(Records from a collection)
------------------------------------------------------------

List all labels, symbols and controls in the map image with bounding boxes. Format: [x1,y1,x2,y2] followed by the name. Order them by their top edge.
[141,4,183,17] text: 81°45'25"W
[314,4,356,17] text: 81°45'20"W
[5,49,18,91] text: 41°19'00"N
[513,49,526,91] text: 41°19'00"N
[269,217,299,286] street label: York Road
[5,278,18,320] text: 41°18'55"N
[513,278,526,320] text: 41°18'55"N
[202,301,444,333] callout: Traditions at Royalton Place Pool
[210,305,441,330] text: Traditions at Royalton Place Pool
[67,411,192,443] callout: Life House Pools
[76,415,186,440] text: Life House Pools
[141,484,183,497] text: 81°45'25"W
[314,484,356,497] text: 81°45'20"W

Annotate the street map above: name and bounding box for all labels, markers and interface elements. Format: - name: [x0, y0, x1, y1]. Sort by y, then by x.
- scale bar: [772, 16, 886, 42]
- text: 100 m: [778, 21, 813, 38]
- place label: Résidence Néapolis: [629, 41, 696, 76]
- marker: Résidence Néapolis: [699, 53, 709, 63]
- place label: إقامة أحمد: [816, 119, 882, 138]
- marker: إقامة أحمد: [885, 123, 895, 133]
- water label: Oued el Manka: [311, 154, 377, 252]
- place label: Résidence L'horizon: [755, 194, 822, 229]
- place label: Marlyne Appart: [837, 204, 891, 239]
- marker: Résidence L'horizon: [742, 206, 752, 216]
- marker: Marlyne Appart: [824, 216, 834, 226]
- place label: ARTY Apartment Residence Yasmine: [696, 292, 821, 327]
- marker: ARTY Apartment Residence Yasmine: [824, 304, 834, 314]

------------------------------------------------------------

▶ **YOUR OBJECTIVE**: Retype each of the records, word for word, with nothing added or dropped.

▶ **FINISHED TASK**:
List all labels, symbols and controls in the map image with bounding boxes. Format: [x1,y1,x2,y2] followed by the name. Order them by their top edge.
[141,4,183,17] text: 81°45'25"W
[314,4,356,17] text: 81°45'20"W
[5,49,18,91] text: 41°19'00"N
[513,49,526,91] text: 41°19'00"N
[269,217,299,286] street label: York Road
[5,278,18,320] text: 41°18'55"N
[513,278,526,320] text: 41°18'55"N
[202,301,444,333] callout: Traditions at Royalton Place Pool
[210,305,441,330] text: Traditions at Royalton Place Pool
[67,411,192,443] callout: Life House Pools
[76,415,186,440] text: Life House Pools
[141,484,183,497] text: 81°45'25"W
[314,484,356,497] text: 81°45'20"W

Annotate the street map above: name and bounding box for all labels, markers and interface elements. Format: - name: [x0, y0, x1, y1]. Sort by y, then by x.
- scale bar: [772, 16, 886, 42]
- text: 100 m: [778, 21, 813, 38]
- place label: Résidence Néapolis: [629, 41, 696, 76]
- marker: Résidence Néapolis: [699, 53, 709, 63]
- place label: إقامة أحمد: [816, 119, 882, 138]
- marker: إقامة أحمد: [885, 123, 895, 133]
- water label: Oued el Manka: [311, 154, 377, 252]
- place label: Résidence L'horizon: [755, 194, 822, 229]
- place label: Marlyne Appart: [837, 204, 891, 239]
- marker: Résidence L'horizon: [742, 206, 752, 216]
- marker: Marlyne Appart: [824, 216, 834, 226]
- place label: ARTY Apartment Residence Yasmine: [696, 292, 821, 327]
- marker: ARTY Apartment Residence Yasmine: [824, 304, 834, 314]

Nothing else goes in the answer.